Think about how much of your life is stored online. Between your daily Facebook status updates, your ‘Likes’, emails, Google +1 recommendations, your Netflix queue and history, and your purchases via iTunes and Amazon – that’s a lot of information about you that is used not only for advertising purposes but also to make recommendations for future purposes.
Let’s think about this not from a privacy perspective because I don’t even want to go there in this post. Let’s talk relevancy. On the one hand this is a good thing in a sense – more data on things you like typically means better recommendations, more relevant ads, etc. But maybe the next big thing in search and recommendations will be algorithms that forget. Why would that be important? We change. Our tastes in music can change drastically from year to year but iTunes may still recommend you pick up the Spice Girls’ Greatest Hits because of that one night you had too much to drink and bought ‘Wannabe’.
Or will Amazon stop recommending home improvement books to you after you’ve already bought the book you need to get kitchen remodeling ideas? The project is complete, so you don’t need more home improvement books on that topic.
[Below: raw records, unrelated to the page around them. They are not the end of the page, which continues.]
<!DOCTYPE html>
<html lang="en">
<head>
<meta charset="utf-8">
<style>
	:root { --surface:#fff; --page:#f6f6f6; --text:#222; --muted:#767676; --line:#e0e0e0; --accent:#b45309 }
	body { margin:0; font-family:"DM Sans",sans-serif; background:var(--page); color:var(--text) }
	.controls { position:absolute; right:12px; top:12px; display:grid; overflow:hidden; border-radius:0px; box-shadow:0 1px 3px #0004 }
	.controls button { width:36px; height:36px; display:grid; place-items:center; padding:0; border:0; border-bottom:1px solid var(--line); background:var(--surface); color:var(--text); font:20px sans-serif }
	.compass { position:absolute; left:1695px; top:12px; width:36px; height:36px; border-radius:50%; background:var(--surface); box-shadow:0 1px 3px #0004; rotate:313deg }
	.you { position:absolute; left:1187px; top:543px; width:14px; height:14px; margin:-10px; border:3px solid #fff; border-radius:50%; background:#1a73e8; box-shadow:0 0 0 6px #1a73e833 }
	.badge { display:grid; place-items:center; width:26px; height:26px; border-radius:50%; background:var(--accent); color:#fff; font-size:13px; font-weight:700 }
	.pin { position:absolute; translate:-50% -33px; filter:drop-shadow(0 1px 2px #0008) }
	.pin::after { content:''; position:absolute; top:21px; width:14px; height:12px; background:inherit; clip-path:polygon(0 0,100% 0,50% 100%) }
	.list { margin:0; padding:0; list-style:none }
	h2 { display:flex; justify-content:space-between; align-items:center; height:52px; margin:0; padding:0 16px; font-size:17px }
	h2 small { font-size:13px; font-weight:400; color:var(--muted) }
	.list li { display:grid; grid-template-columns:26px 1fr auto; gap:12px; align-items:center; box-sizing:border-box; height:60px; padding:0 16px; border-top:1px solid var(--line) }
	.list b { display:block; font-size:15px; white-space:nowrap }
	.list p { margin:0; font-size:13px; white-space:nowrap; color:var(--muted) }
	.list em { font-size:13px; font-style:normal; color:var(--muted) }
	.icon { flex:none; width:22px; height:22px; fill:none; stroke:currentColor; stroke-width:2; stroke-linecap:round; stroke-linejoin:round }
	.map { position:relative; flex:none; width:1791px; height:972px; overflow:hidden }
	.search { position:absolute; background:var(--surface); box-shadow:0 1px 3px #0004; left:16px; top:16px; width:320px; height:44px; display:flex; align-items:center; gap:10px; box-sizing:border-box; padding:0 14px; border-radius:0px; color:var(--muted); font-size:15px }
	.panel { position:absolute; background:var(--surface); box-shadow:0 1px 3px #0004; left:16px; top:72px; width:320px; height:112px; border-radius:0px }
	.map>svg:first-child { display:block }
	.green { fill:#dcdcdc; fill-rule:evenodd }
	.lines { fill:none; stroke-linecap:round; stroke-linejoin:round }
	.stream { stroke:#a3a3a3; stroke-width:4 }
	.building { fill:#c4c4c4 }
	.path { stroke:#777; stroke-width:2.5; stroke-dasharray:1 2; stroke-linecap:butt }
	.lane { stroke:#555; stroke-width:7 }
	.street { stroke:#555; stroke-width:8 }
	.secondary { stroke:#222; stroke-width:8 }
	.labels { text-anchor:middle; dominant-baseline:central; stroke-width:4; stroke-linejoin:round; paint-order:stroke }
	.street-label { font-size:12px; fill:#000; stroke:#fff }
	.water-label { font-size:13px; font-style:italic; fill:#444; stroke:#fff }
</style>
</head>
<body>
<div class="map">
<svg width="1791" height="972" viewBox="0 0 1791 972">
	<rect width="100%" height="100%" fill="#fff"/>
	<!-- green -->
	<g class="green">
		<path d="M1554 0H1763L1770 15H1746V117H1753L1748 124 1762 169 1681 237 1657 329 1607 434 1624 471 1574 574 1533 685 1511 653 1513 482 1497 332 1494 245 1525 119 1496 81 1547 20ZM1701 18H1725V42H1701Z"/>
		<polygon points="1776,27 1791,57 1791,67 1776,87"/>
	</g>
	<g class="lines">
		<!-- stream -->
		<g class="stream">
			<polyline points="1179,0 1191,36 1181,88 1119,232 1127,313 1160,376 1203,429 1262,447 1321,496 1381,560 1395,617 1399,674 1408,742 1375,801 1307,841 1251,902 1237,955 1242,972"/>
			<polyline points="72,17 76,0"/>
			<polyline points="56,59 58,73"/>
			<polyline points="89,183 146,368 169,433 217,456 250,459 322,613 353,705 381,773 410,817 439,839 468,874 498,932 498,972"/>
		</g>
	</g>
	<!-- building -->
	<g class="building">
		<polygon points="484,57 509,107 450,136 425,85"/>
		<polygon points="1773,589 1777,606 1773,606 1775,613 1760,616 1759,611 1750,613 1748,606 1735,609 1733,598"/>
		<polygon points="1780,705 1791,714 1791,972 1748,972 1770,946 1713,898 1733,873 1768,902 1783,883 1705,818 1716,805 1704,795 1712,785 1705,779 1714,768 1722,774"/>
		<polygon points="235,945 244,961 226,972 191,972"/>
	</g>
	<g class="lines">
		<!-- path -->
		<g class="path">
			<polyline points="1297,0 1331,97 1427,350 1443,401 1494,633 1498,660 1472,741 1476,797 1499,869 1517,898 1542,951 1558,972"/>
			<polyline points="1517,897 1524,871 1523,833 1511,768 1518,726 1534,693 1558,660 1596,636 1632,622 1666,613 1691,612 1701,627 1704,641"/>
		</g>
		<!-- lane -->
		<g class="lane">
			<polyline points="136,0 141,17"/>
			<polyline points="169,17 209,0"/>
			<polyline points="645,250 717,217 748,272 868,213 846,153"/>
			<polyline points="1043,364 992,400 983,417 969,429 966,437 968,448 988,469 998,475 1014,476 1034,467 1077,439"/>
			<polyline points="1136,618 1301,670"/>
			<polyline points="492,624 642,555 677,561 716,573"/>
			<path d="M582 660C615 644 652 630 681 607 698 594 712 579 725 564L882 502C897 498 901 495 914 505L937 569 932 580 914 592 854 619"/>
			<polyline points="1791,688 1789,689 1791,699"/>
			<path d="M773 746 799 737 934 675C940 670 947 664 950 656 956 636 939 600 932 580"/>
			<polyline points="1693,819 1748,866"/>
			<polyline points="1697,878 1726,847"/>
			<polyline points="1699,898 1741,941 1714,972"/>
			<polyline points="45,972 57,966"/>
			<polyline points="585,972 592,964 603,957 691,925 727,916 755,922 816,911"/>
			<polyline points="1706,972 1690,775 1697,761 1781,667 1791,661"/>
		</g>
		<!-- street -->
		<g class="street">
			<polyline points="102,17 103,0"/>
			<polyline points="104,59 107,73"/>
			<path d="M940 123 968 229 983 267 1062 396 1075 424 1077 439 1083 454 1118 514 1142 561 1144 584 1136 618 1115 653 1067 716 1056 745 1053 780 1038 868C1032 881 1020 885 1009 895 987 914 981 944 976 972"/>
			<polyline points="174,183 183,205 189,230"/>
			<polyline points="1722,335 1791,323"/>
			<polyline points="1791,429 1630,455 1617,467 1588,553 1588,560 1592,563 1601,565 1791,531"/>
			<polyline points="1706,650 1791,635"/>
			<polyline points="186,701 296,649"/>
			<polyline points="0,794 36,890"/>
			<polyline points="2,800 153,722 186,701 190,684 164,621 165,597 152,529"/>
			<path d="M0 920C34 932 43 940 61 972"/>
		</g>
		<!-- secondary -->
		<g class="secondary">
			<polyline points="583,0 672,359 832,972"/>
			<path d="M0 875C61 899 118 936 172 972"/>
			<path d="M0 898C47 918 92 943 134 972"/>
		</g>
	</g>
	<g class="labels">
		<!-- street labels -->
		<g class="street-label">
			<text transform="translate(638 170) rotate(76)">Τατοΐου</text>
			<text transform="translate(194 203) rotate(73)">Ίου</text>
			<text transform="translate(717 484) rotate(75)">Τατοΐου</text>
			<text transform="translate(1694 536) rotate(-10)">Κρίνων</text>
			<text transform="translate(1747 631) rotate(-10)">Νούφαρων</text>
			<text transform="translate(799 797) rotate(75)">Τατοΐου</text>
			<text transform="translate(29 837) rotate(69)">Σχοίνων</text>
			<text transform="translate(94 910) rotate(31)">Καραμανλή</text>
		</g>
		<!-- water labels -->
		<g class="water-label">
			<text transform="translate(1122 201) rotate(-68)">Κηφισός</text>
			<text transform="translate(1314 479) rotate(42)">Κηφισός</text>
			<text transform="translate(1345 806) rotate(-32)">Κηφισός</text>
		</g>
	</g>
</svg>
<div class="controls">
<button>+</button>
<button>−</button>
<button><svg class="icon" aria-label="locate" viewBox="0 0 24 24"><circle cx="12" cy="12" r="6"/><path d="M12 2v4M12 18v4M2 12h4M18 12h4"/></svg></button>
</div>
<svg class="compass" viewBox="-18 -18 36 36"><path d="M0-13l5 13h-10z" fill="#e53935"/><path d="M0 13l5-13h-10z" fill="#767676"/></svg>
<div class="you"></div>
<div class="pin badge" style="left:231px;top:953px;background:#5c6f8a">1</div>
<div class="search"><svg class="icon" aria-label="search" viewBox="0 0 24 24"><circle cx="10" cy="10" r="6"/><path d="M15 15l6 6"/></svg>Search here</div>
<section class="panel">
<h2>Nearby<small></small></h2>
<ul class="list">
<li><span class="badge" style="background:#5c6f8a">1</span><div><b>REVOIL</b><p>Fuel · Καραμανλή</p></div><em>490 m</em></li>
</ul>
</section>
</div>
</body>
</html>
Or Netflix – Remember this story or how a boyfriend took revenge on his cheating girlfriend through her Netflix queue? Kind of hilarious but will she always be recommended The Scarlet Letter? Will Netflix be able to account for extraneous or false positive ratings in the future?
With so much data being recorded about our purchasing decisions and preferences companies and businesses will have to do a better job at managing customer information, taking into consideration such as life stages in addition to past purchases, and learning in some senses – to forget.